Discussion in 'Technical and Troubleshooting Torque' started by takagawa, Feb 22, 2005.

  1. I'm currently typing at 10wpm, my right hand bandaged up with a few blocks of ice. I tried to change my grips today, taking the old ones off was easy. But putting the new ones on with the 'scotts grip stick' nearly tore off all the skin on my hands.

    I've got the left handle one on with glue, but there's a 5mm gap between the end of the grip and the indicator housing. I then tried with the throttle, I decided to put the glue on later. But after much knashing of teeth, I've still only managed to get it close to 5mm.
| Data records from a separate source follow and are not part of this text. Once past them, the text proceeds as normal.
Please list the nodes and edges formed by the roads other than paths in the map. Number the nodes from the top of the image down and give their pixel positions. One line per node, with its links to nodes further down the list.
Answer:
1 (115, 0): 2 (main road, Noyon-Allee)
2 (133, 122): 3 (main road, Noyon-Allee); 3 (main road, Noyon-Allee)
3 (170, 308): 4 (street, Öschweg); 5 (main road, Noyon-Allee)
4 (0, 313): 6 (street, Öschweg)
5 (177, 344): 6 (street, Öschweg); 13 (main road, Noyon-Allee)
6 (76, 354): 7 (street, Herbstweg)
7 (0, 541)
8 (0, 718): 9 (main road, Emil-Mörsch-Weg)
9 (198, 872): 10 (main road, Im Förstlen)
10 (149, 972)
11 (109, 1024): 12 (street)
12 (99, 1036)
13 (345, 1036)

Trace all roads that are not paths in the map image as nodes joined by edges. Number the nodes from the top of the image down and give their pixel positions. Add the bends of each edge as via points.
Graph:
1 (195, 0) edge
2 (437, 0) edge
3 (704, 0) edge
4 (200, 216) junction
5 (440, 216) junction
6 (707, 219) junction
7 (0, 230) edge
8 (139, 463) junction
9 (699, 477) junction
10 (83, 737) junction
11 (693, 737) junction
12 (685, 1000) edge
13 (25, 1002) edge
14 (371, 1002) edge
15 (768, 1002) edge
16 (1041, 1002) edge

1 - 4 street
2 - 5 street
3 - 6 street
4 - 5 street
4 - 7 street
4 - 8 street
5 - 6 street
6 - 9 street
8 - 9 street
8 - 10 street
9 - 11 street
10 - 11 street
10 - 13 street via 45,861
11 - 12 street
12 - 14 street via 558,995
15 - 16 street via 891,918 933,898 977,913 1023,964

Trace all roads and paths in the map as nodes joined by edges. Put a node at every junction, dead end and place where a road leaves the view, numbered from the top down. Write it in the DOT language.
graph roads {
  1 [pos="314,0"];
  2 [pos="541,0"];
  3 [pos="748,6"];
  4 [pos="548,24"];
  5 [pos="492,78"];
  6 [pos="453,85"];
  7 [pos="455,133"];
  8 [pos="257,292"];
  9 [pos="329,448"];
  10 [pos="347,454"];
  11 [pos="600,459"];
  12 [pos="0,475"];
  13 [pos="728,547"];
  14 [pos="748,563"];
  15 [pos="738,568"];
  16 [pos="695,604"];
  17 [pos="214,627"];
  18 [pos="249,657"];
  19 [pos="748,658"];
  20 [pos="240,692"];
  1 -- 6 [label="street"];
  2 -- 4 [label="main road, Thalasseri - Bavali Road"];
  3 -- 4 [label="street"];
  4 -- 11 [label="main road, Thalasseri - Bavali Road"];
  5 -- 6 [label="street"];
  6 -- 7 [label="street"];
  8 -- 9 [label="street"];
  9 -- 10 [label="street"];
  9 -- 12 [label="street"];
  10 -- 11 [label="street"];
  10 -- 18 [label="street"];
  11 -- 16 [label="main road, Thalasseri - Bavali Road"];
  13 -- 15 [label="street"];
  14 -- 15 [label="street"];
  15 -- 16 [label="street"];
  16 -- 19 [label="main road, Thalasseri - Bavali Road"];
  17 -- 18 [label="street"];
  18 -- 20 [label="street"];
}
    I must be doing something wrong because goddamn it can't possibly be this hard to change over to a new pair of grips.
  2. It is a prick of a job, I never use any type of grip glue, I take the old ones off and just wet the new ones with a bit of water and put them on, it is still not an easy job but I have never had any problem with them moving. Make sure you don't push the throttle one on too far as this wll stop it return to idle once you let it go, there needs to be a couple on mm gap
  3. Contact adhesive, but slip the grip on while both surfaces are still wet. Nice and slippery, but glues solid.
  4. i use spray paint, same thing as the silicone and the glue :D 2 mountain bikes and the XJR have dulux black spray paint under the grips here.
  5. Contact adhesive is the go IMHO ;)

    (The last pair of Renthal road grips I bought came with a tube of contact adhesive which was excellent - but any good contact adhesive will work well)

    As previously mentioned - the adhesive makes a great lubricant, and the grips slide on very easily. You then have a short period of time to get them "just right" and then allow it to cure.

    You don't need very much. Just smear a little on the bar (very little) and a small coating on the inside of the grip. As you push the grip on, it will work itself down along the inner wall of the grip. If you have any mess squeeze out, it can be readily wiped of with turps or prepsol.

    Once it's cured, it provides a very stable bond.

    When it comes time to remove them and replace with new grips - just make a cut lengthwise down each grip, then peel them off.

    A little prepsol will easily take care of any remaining adhesive, then you just install the new grips using the same method.

  6. It was recomended in the two wheels mag once that WD40 is the best, it works as a lube when you put them on, and when it cures it makes the grip stick.
    Although I must admit that I have never tried it to know if it works or not!